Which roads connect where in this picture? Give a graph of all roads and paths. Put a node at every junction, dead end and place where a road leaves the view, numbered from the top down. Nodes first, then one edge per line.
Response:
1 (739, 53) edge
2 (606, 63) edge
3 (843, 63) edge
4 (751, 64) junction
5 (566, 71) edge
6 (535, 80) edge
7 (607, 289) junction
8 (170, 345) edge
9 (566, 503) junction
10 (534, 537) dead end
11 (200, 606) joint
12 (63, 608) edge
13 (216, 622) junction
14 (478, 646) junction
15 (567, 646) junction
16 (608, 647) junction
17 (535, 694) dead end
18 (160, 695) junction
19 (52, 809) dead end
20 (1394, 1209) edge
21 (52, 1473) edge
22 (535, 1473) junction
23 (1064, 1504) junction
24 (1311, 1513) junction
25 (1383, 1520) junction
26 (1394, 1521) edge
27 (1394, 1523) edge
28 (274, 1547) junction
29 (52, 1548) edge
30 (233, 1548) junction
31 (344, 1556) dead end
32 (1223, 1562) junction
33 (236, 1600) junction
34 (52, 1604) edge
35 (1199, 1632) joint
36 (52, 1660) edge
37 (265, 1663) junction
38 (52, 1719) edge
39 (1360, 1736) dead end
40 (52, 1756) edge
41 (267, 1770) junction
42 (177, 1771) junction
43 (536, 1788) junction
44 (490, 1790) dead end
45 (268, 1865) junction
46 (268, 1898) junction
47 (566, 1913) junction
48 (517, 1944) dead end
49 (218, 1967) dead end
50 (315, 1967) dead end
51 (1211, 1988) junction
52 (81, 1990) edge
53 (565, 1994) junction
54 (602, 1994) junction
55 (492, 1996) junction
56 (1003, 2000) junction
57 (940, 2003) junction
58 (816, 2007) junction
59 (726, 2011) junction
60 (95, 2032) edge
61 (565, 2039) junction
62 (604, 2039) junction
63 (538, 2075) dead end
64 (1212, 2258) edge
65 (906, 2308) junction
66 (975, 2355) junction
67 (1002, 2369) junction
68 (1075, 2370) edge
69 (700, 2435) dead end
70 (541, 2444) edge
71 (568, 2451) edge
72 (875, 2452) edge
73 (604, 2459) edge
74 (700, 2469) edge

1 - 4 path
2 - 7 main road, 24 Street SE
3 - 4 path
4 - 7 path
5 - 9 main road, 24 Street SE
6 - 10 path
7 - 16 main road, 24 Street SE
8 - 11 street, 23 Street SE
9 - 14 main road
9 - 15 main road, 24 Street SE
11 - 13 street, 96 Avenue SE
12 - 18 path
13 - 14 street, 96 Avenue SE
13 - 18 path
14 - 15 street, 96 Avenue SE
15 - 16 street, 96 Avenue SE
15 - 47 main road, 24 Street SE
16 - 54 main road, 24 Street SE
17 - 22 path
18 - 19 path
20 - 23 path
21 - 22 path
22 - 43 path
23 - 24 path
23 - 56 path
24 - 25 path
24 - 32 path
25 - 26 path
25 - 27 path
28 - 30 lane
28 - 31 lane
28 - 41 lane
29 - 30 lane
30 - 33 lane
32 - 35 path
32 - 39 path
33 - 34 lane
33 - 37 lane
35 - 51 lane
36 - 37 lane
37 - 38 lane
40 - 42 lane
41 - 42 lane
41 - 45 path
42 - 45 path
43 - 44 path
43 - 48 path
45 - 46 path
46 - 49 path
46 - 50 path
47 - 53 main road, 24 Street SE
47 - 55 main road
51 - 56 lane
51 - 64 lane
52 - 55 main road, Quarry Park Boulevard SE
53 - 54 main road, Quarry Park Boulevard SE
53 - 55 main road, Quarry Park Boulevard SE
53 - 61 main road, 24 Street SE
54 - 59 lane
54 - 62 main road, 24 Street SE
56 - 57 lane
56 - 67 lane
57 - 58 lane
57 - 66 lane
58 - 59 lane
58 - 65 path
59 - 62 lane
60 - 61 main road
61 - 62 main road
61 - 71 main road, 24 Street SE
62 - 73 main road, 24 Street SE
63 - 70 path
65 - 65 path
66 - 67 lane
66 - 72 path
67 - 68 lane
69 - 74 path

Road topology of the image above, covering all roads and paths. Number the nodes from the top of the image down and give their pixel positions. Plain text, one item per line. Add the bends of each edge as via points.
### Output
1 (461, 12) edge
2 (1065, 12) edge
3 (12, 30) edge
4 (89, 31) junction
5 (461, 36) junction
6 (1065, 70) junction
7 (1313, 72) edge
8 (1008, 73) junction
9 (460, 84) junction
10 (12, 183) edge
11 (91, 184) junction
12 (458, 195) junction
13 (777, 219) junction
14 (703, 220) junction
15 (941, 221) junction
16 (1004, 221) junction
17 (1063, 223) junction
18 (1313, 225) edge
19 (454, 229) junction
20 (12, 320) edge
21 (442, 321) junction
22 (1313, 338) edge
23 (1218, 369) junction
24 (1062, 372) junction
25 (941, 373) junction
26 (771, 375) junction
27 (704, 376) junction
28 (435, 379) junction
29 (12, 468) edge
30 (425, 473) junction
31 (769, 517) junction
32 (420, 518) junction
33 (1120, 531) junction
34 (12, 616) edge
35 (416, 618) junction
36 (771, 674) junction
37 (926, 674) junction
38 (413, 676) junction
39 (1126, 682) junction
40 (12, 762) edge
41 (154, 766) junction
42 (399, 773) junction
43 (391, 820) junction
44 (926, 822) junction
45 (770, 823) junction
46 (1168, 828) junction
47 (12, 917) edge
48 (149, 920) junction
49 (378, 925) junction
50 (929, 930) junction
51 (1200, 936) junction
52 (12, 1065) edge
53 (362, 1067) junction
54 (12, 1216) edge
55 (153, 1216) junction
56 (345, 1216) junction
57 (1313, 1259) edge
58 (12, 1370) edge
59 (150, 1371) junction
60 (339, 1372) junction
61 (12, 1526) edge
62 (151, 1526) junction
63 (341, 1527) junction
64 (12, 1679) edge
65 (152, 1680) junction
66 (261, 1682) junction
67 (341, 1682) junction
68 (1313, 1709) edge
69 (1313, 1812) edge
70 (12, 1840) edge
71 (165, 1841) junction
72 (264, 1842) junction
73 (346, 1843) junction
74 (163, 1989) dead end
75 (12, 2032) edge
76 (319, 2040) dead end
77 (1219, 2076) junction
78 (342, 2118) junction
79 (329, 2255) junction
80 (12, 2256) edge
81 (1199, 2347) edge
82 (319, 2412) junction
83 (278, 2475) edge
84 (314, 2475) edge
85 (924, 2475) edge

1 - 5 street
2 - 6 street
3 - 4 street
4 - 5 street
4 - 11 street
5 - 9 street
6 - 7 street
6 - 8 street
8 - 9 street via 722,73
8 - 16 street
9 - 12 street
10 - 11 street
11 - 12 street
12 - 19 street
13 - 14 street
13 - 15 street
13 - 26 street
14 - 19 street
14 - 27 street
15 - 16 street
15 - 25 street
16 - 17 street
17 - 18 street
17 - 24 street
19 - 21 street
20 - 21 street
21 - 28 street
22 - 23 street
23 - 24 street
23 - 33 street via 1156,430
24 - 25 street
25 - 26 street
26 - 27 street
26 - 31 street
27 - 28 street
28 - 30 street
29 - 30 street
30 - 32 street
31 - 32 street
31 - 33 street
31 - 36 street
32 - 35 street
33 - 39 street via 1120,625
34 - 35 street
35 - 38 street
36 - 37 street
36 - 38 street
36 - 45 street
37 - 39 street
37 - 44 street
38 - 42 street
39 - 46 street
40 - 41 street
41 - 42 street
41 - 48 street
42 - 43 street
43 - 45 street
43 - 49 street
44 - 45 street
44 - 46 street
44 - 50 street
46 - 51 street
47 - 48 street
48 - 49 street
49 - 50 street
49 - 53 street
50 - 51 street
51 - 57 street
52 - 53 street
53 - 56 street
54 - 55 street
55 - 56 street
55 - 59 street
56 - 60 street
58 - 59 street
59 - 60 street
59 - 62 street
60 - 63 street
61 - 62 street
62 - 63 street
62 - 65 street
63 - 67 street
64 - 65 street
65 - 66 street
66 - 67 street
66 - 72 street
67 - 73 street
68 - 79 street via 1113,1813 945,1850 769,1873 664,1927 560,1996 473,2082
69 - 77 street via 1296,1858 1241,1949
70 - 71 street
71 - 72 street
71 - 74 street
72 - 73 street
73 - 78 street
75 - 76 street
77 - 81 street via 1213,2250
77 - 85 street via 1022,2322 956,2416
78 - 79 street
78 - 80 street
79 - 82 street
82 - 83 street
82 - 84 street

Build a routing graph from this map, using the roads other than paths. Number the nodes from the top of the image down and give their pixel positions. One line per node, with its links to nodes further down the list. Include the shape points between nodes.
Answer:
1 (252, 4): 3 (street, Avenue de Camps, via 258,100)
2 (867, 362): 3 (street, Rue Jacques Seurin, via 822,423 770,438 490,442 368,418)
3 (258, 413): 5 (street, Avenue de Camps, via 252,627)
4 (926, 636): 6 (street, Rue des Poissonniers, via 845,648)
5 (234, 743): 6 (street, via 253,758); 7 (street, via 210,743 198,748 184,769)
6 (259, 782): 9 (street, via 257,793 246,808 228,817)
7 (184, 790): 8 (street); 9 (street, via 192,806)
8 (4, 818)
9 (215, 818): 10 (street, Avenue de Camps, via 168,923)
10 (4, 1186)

○ ○ ○ ○ ○

YOUR INSTRUCTIONS |
Read through the entries and copy every line that includes "Quarry".

ANSWER BOX |
52 - 55 main road, Quarry Park Boulevard SE
53 - 54 main road, Quarry Park Boulevard SE
53 - 55 main road, Quarry Park Boulevard SE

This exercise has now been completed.